Relief for Franchisors
KETCHELL DECISION GOOD NEWS FOR FRANCHISORS
The recent decision of the High Court in the case of Master Education Services Pty Ltd -v- Ketchell has brought some long awaited good news for Franchisors.
In this case the Franchisor, Master Education Services Pty Ltd had sued the Franchisee, Ms Ketchell for outstanding Franchise Fees.
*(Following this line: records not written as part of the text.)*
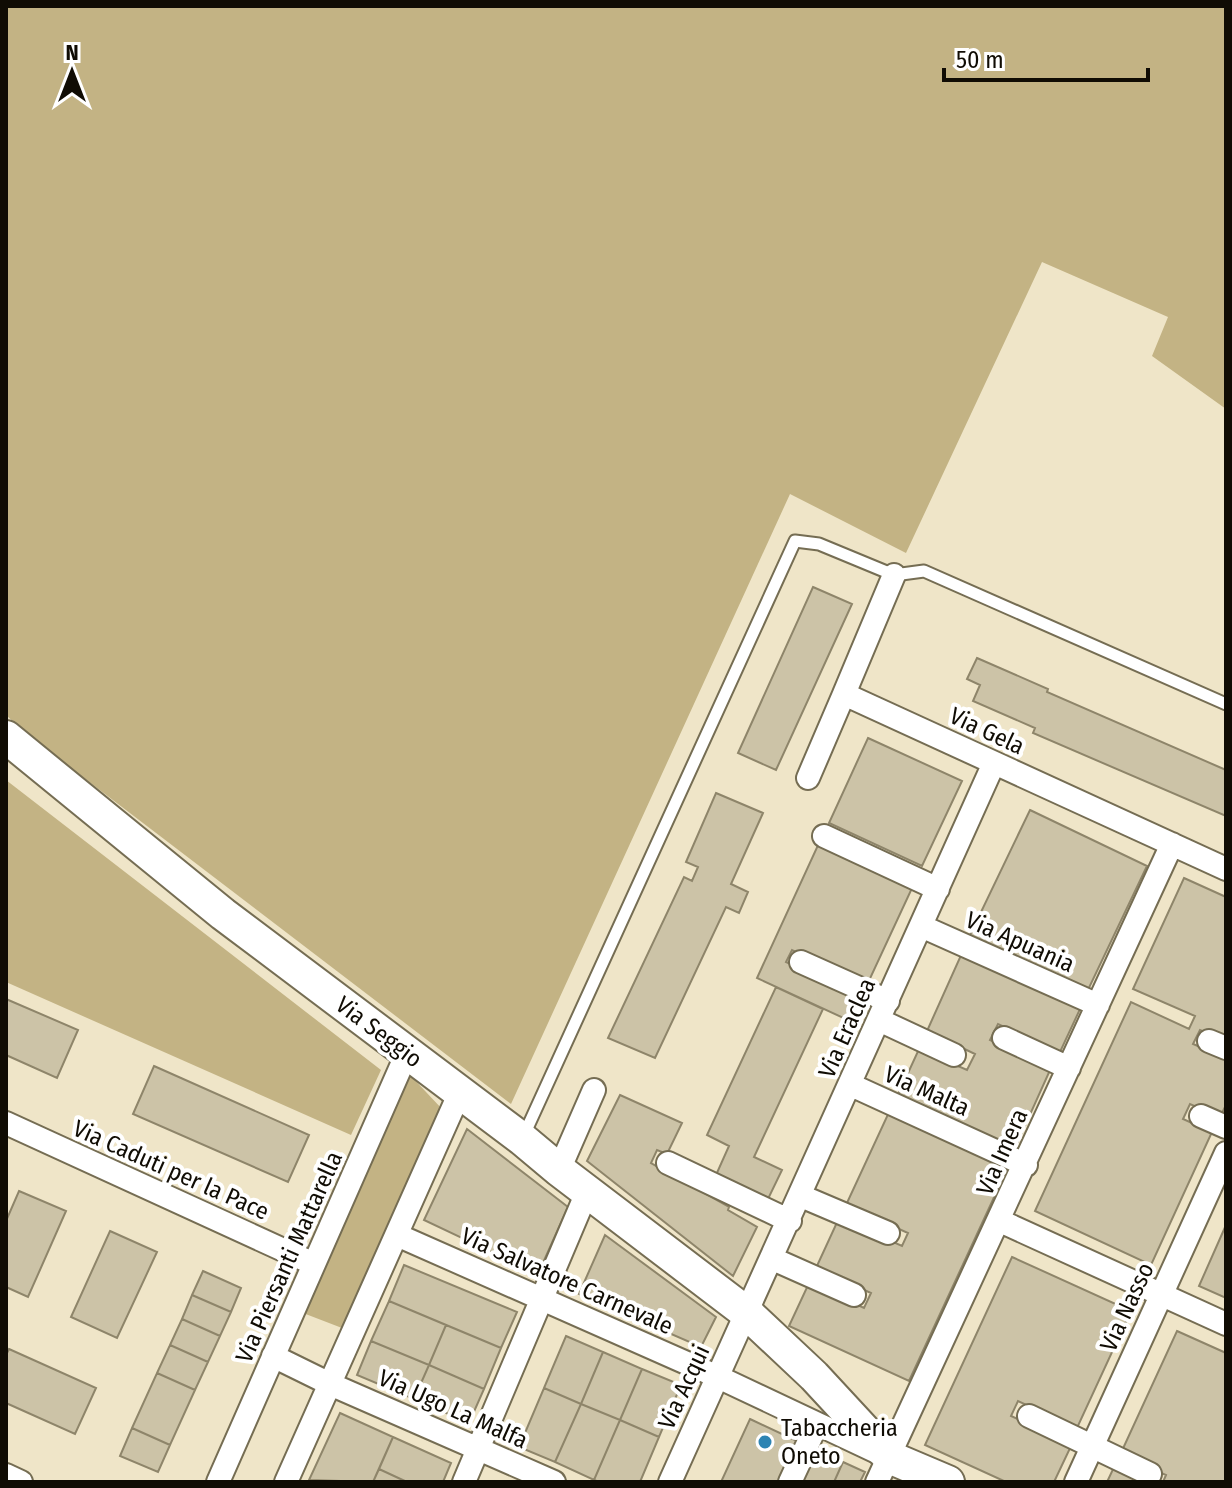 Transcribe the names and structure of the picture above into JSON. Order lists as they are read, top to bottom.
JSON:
{
  "streets": {
    "street": [
      "Via Gela",
      "Via Apuania",
      "Via Eraclea",
      "Via Seggio",
      "Via Malta",
      "Via Imera",
      "Via Caduti per la Pace",
      "Via Piersanti Mattarella",
      "Via Salvatore Carnevale",
      "Via Nasso",
      "Via Acqui",
      "Via Ugo La Malfa"
    ]
  },
  "crossings": [
    ["Via Gela", "Via Eraclea"],
    ["Via Gela", "Via Imera"],
    ["Via Apuania", "Via Eraclea"],
    ["Via Apuania", "Via Imera"],
    ["Via Eraclea", "Via Seggio"],
    ["Via Eraclea", "Via Malta"],
    ["Via Eraclea", "Via Acqui"],
    ["Via Seggio", "Via Imera"],
    ["Via Seggio", "Via Piersanti Mattarella"],
    ["Via Seggio", "Via Salvatore Carnevale"],
    ["Via Seggio", "Via Acqui"],
    ["Via Malta", "Via Imera"],
    ["Via Imera", "Via Salvatore Carnevale"],
    ["Via Caduti per la Pace", "Via Piersanti Mattarella"],
    ["Via Piersanti Mattarella", "Via Ugo La Malfa"],
    ["Via Salvatore Carnevale", "Via Acqui"]
  ],
  "places": ["Tabaccheria Oneto"],
  "scale_bar": "50 m",
  "north": "top"
} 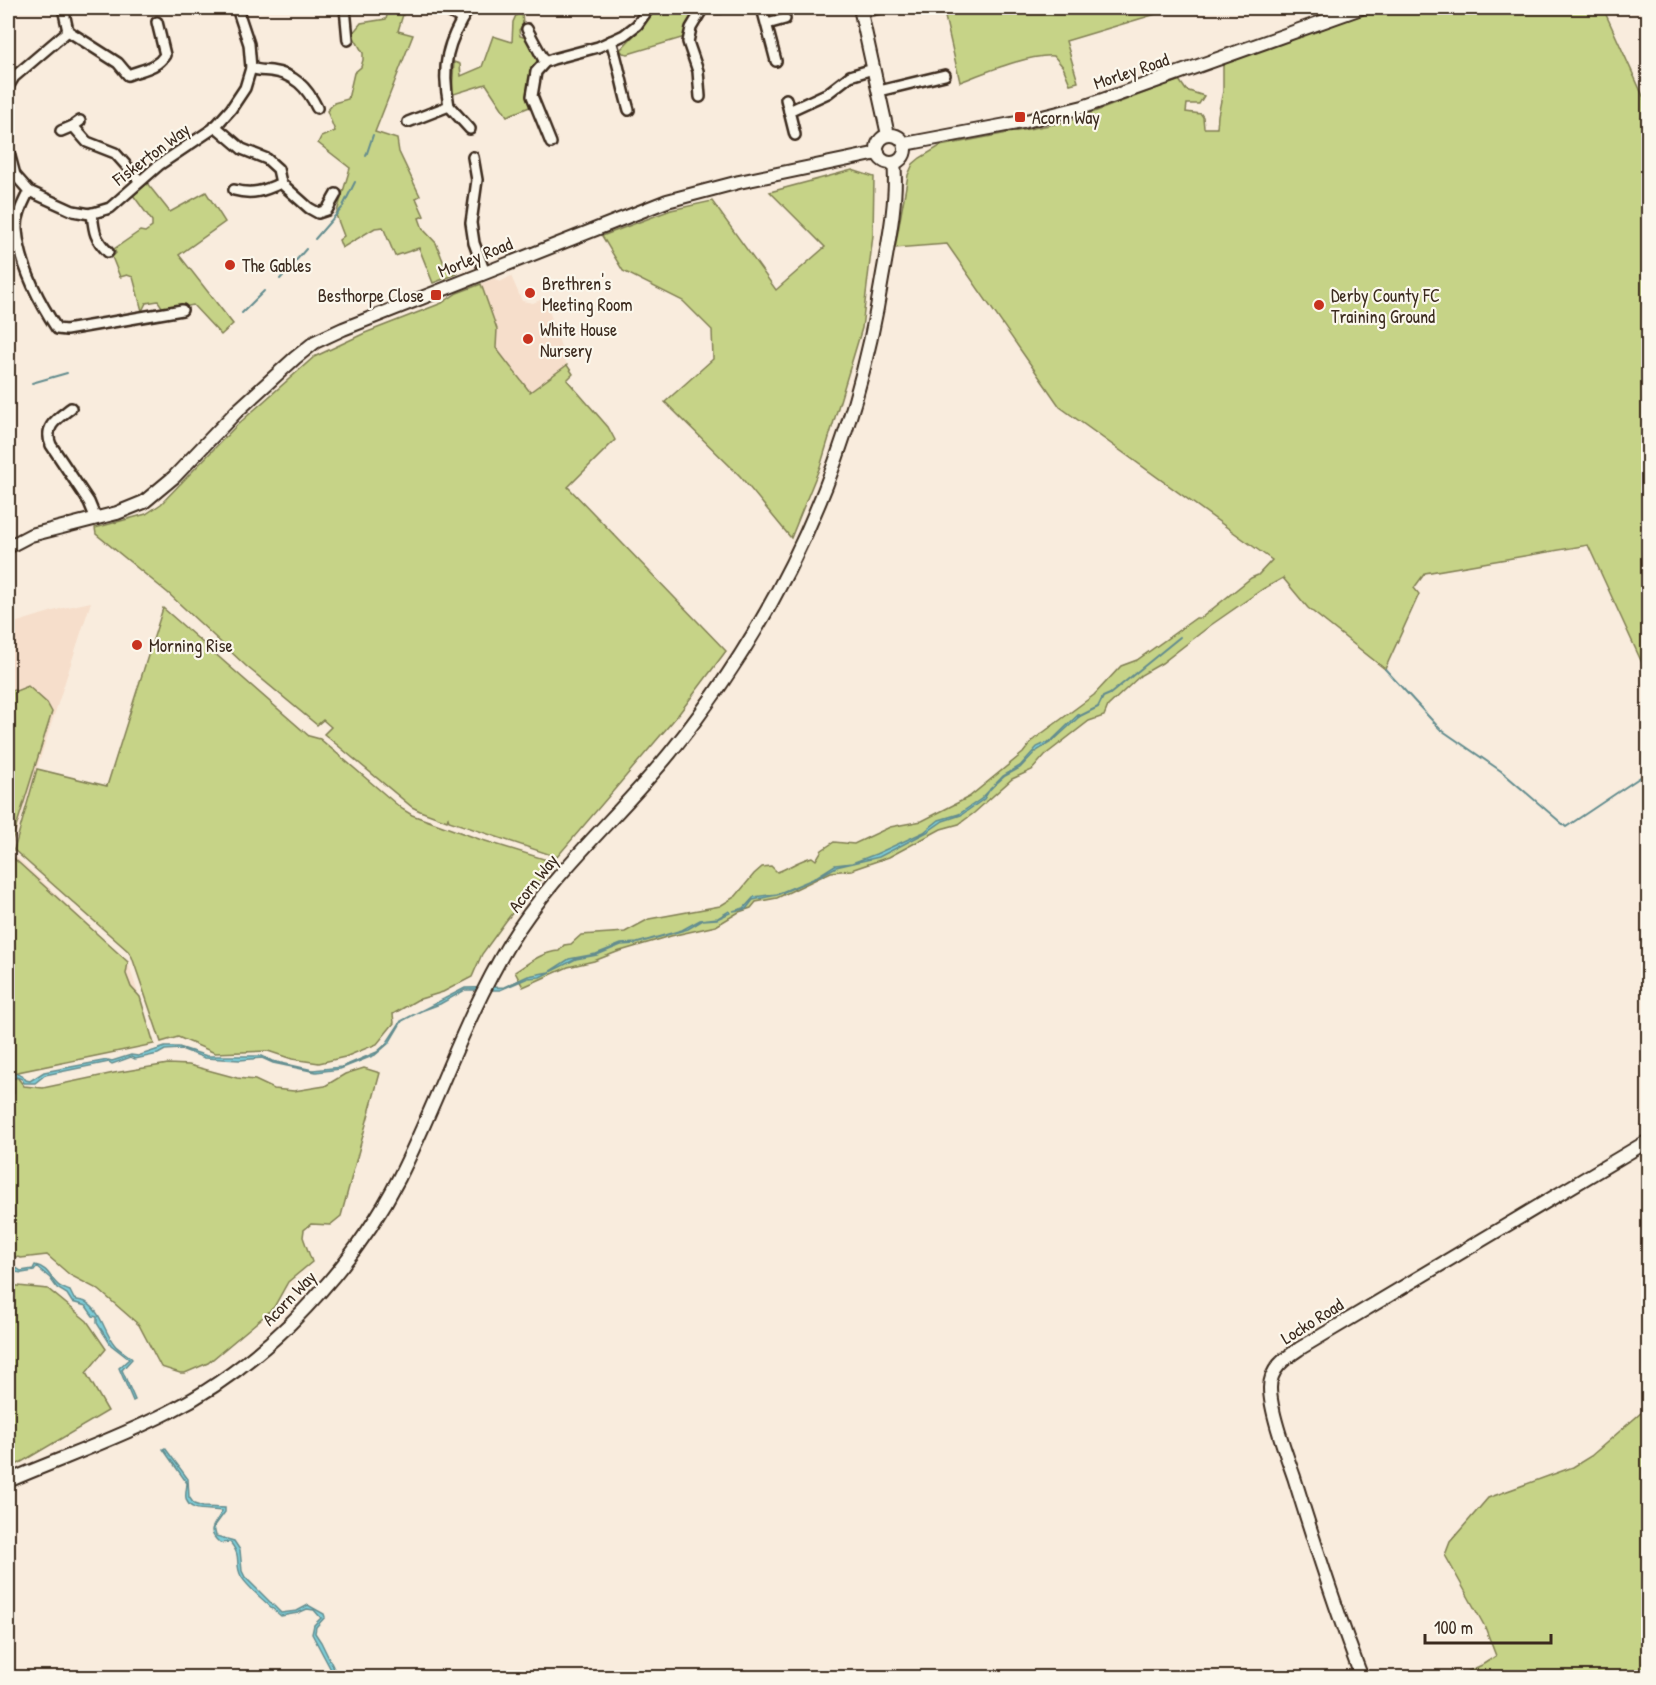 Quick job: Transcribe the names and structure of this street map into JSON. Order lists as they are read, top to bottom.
{
  "streets": {
    "street": [
      "Morley Road",
      "Fiskerton Way",
      "Acorn Way",
      "Locko Road"
    ]
  },
  "crossings": [
    ["Morley Road", "Acorn Way"]
  ],
  "places": {
    "transit": ["Acorn Way", "Besthorpe Close"],
    "other": [
      "The Gables",
      "Brethren's Meeting Room",
      "Derby County FC Training Ground",
      "White House Nursery",
      "Morning Rise"
    ]
  },
  "scale_bar": "100 m"
} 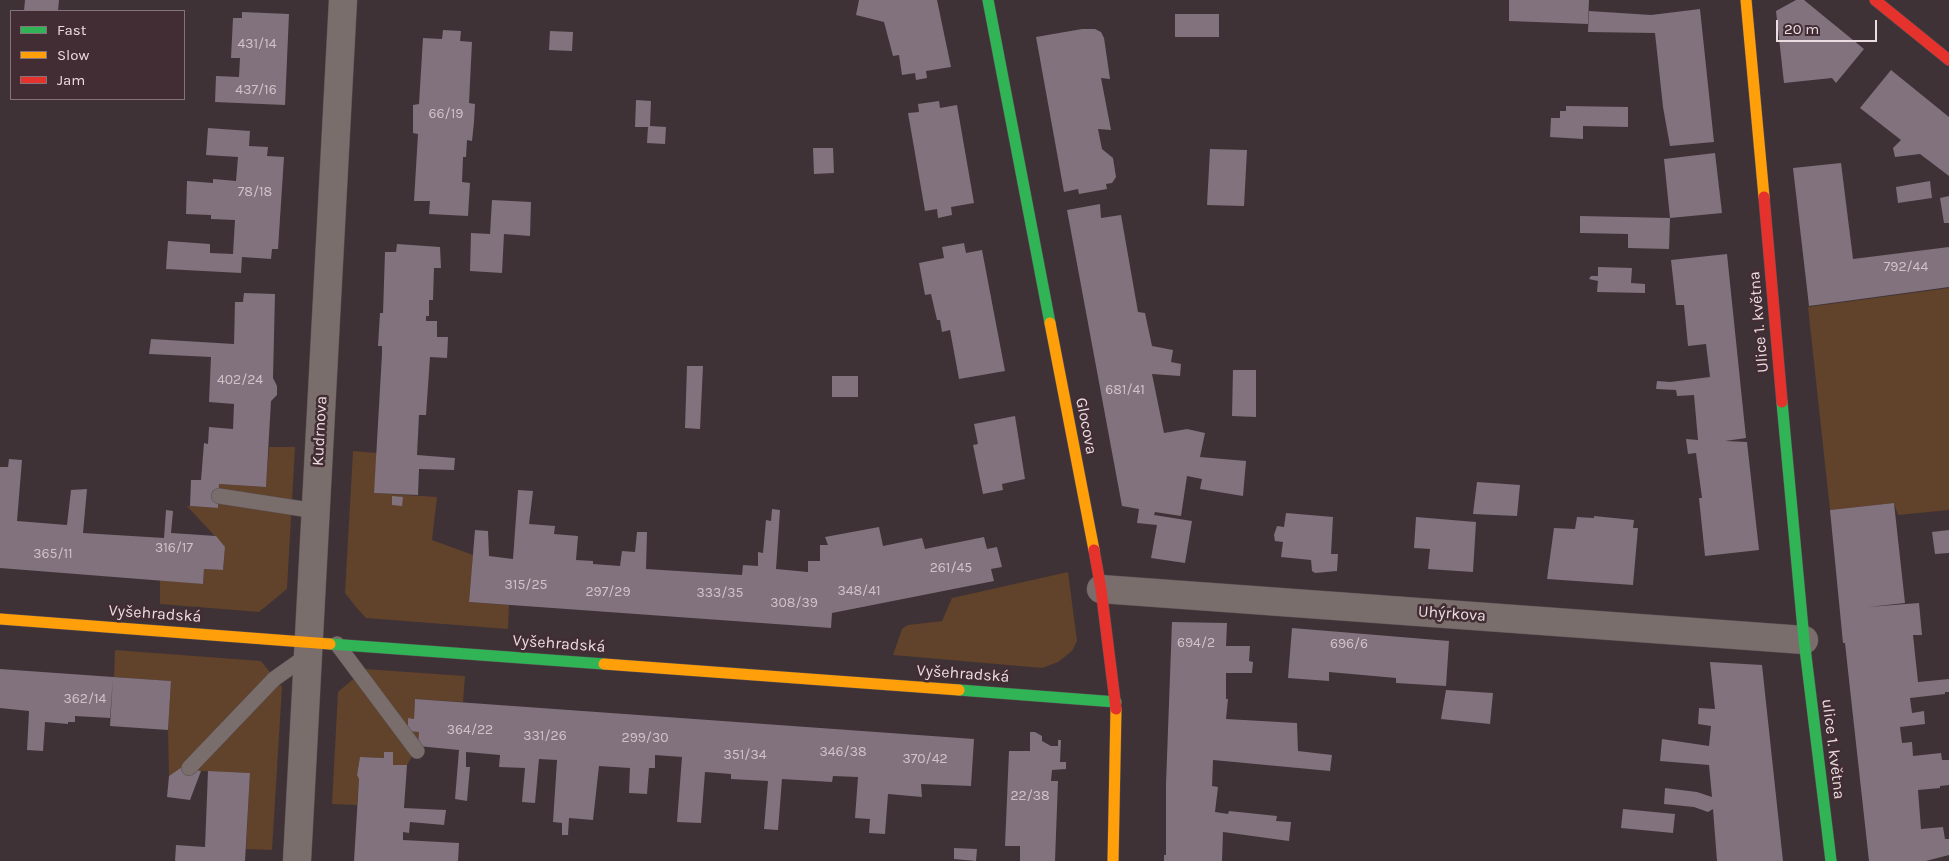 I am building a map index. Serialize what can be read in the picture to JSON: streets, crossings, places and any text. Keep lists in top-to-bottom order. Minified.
{"streets":{"street":["Ulice 1. května","Glocova","Kudrnova","Vyšehradská","Uhýrkova","ulice 1. května"]},"crossings":[["Ulice 1. května","Uhýrkova"],["Ulice 1. května","ulice 1. května"],["Glocova","Vyšehradská"],["Glocova","Uhýrkova"],["Kudrnova","Vyšehradská"],["Uhýrkova","ulice 1. května"]],"house_numbers":["431/14","437/16","66/19","78/18","792/44","402/24","681/41","316/17","365/11","261/45","315/25","348/41","297/29","333/35","308/39","694/2","696/6","362/14","364/22","331/26","299/30","346/38","351/34","370/42","22/38"],"legend":["Fast","Slow","Jam"],"scale_bar":"20 m"} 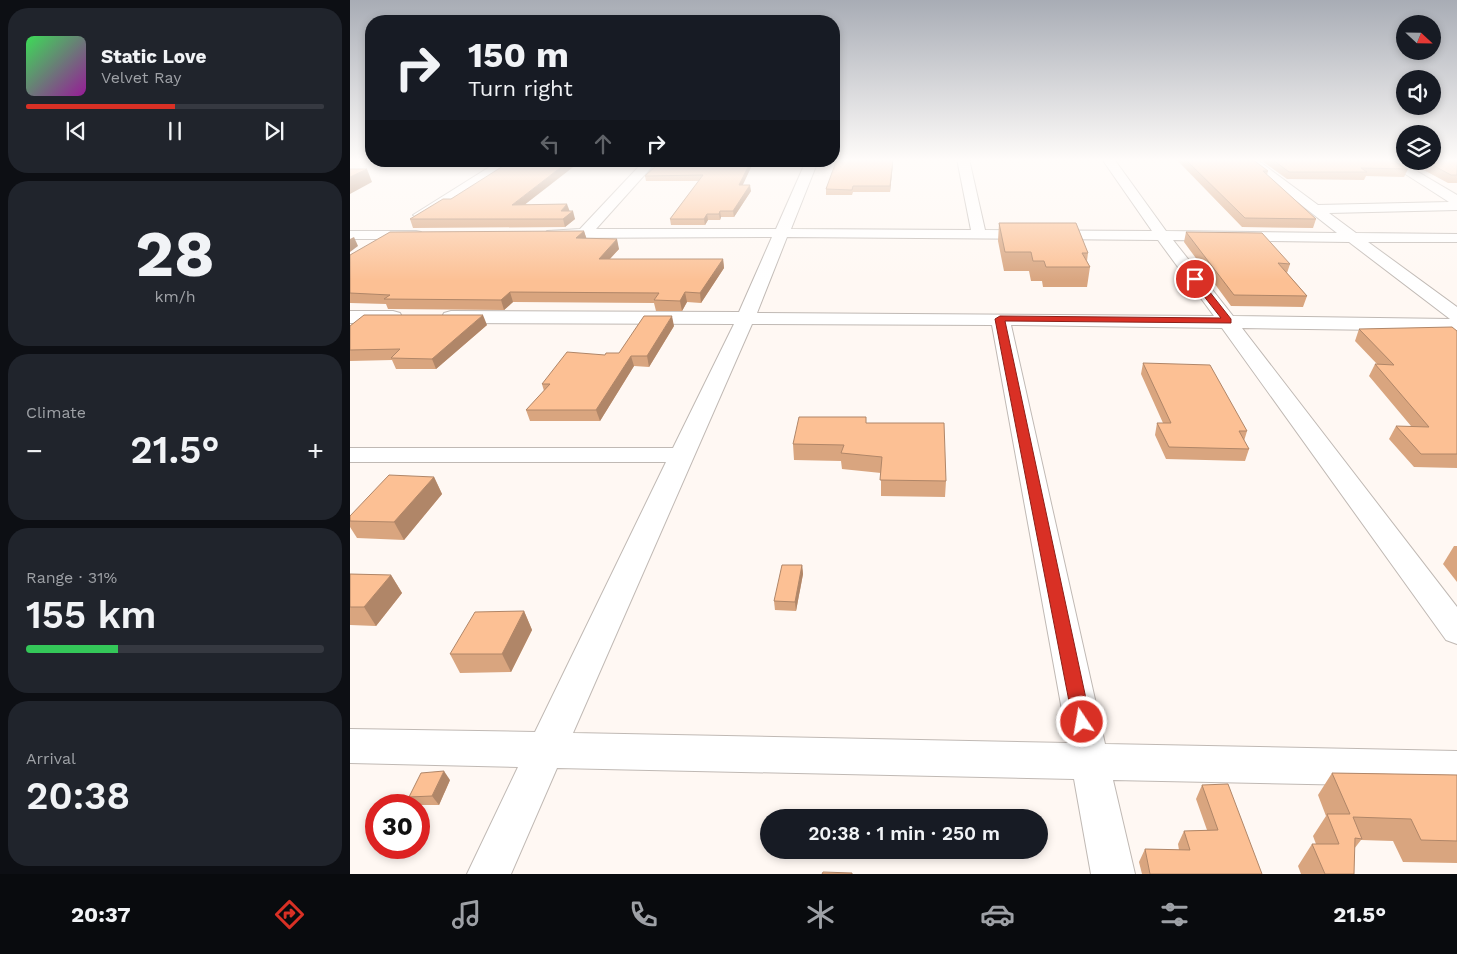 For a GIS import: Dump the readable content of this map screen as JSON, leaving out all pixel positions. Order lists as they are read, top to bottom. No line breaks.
{"north":"right","page":{"turn":["150 m","Turn right"],"song":["Static Love","Velvet Ray"],"tile":[["28","km/h"],"Climate",["Range · 31%","155 km"],["Arrival","20:38"]],"heat":["−","21.5°","+"],"limit":"30","trip":"20:38 · 1 min · 250 m","tabs":["20:37","21.5°"]}}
Ketchell responded by arguing that the Franchisor had breached his obligations under the Franchising Code of Conduct and therefore the Franchise Agreement was illegal, meaning the Franchisor couldn’t recover the outstanding fees.
Clause 11 (1) of the Franchising Code of Conduct states that a Franchisor must not enter into a Franchise Agreement unless the Franchisor has received from the perspective Franchisee a written statement that the prospective Franchisee has received, read and had a reasonable opportunity to understand the Disclosure Document and the code.
In this case the Franchisor had failed to obtain this statement from Ketchell and the NSW Court of Appeal ruled in favour of Ketchell, finding that the contravention of the code by the Franchisor led to the agreement being illegal.
The Franchisor had complied with all of its other disclosure requirements under the Franchising Code of Conduct.
This of course led to widespread concern amongst the franchising industry, with sometimes relatively minor breaches of the code leading to agreements being illegal and unenforceable by Franchisors (and Franchisees).
The case was appealed to the High Court which has now ruled in favour of the Franchisor. The Court ruled that a breach of clause 11 (1) of the Franchising Code of Conduct does not necessarily lead to the agreement being illegal. There are other remedies available to an aggrieved Franchisee, such as damages, and each case is to be considered on its merits.
The Court also was of the view that rendering all Franchise Agreements illegal where such a breach of the Code has occurred could often adversely affect the Franchisee’s position. Of course, if a Franchisee is trading well and is happy with the franchised business, it is not going to want it to be rendered illegal.
The Court found that the preferable and correct view is that if a Franchisee has a grievance in relation to a particular breach of the Franchising Code by the Franchisor then the Courts can consider any such claim and any appropriate remedies.
Article Updated: Friday September 26, 2008 by Website Administrator
Article First Created :
Marcus Woodfield on Friday September 26, 2008
Click to view profile.
Marcus Woodfield (LL.B) Partner
Click to view profile.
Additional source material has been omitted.